DIRECTIONS FOR THIS TASK: Count the lines in the records below that contain the word "Tengkat", and reply with only that number.

(Records drawn from a dataset)
════════

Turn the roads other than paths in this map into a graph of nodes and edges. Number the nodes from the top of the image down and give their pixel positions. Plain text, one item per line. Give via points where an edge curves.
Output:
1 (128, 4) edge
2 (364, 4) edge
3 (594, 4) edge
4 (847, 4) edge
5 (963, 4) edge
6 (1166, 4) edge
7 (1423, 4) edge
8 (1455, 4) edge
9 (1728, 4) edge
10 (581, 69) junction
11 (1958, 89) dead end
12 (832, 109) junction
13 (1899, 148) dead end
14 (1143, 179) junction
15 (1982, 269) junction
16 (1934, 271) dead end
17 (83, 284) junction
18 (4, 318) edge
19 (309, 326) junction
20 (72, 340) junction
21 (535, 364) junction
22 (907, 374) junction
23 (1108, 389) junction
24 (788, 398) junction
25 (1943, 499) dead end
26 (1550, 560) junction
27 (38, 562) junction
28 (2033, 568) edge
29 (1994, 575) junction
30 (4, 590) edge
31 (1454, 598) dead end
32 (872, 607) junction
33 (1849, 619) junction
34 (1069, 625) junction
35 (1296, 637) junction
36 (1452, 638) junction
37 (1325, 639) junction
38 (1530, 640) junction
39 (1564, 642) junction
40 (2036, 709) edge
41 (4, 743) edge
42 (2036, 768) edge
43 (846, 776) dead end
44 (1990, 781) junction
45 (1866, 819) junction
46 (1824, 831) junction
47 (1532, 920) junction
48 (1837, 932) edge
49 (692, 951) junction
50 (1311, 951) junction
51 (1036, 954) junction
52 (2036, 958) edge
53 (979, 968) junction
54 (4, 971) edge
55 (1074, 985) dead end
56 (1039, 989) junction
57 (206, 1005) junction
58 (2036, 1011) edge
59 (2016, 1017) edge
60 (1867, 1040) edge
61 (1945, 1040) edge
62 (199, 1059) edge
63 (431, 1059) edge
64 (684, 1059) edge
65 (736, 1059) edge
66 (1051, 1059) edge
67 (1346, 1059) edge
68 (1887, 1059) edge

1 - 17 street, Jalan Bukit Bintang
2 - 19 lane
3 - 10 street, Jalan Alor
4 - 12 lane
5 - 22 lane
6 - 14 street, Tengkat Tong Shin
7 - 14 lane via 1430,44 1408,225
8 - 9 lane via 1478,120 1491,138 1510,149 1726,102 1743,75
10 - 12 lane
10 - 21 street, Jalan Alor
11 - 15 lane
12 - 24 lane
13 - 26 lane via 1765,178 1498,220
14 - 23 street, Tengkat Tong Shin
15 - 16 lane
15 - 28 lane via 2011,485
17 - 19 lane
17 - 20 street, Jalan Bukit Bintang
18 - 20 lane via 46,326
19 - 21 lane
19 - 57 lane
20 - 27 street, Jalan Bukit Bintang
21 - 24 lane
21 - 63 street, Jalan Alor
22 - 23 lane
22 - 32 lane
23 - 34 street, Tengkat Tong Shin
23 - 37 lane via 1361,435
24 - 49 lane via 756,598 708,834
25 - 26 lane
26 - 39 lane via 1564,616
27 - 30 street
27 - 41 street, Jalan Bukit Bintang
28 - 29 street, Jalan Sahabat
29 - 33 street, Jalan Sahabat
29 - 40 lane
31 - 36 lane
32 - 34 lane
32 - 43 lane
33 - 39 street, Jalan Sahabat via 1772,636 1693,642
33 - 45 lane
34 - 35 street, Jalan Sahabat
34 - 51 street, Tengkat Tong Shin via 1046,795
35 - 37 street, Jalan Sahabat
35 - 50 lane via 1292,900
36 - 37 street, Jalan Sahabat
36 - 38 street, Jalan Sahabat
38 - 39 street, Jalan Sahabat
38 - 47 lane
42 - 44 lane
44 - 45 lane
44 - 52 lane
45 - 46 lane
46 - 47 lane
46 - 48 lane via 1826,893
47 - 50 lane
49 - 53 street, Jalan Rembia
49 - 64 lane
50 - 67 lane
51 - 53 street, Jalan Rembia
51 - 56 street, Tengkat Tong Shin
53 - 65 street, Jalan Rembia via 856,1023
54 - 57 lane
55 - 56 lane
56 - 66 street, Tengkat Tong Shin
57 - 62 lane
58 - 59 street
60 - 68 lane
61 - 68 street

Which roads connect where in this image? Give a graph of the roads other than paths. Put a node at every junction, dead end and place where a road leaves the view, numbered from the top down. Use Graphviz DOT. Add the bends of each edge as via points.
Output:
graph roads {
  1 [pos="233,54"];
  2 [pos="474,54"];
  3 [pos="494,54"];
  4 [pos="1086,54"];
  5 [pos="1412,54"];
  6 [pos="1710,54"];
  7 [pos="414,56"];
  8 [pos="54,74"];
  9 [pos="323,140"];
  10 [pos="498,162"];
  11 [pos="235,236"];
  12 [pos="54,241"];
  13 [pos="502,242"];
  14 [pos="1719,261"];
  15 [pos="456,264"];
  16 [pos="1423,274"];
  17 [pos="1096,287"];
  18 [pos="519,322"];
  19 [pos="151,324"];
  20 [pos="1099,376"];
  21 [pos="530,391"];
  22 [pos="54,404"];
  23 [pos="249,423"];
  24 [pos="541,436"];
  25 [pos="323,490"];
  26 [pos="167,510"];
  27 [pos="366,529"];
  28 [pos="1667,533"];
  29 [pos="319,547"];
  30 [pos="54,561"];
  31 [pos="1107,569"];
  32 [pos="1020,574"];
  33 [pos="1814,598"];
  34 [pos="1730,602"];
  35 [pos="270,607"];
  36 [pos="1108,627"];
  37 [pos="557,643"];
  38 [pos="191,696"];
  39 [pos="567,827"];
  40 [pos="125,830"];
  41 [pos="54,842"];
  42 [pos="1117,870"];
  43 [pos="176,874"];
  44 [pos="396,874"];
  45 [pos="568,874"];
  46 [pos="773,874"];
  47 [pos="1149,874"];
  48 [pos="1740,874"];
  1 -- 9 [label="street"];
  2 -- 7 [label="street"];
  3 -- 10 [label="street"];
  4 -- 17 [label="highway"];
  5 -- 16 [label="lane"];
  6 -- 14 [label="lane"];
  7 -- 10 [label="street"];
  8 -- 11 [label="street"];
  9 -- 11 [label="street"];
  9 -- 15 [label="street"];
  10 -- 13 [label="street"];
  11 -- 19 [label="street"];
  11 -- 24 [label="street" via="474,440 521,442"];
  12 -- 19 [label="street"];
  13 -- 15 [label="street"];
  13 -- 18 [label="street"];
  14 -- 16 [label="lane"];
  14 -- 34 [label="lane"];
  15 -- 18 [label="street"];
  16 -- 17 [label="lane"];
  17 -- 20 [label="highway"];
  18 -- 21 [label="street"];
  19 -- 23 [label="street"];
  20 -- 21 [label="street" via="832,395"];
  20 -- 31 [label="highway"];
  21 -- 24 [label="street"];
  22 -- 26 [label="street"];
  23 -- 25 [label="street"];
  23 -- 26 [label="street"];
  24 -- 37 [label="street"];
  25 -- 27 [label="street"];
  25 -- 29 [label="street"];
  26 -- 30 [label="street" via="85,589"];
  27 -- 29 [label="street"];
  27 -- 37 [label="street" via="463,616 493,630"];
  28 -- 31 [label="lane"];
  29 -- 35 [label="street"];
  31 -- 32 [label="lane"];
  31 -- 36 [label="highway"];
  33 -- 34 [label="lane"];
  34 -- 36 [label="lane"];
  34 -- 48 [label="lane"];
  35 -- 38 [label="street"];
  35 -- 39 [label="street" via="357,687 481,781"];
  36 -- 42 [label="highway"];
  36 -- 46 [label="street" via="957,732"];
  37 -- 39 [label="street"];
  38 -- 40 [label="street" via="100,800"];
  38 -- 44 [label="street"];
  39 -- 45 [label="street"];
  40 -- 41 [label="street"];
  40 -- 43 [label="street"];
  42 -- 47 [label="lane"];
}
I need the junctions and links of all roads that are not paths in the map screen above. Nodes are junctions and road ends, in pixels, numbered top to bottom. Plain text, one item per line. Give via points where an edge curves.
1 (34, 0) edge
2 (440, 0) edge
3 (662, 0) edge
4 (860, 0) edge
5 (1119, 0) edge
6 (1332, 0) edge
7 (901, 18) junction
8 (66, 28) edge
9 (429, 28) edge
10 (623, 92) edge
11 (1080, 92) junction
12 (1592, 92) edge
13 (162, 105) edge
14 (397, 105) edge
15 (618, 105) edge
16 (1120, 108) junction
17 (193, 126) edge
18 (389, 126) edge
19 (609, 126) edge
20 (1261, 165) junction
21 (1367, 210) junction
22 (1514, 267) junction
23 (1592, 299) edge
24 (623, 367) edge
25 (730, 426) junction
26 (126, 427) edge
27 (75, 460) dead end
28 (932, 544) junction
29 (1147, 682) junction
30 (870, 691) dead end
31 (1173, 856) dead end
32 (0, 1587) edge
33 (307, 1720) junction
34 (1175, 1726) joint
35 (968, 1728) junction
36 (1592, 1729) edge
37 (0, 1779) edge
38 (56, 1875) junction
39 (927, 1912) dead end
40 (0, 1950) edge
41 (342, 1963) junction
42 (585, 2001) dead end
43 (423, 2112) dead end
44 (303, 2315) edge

════════

PROBLEM SOLUTION: 6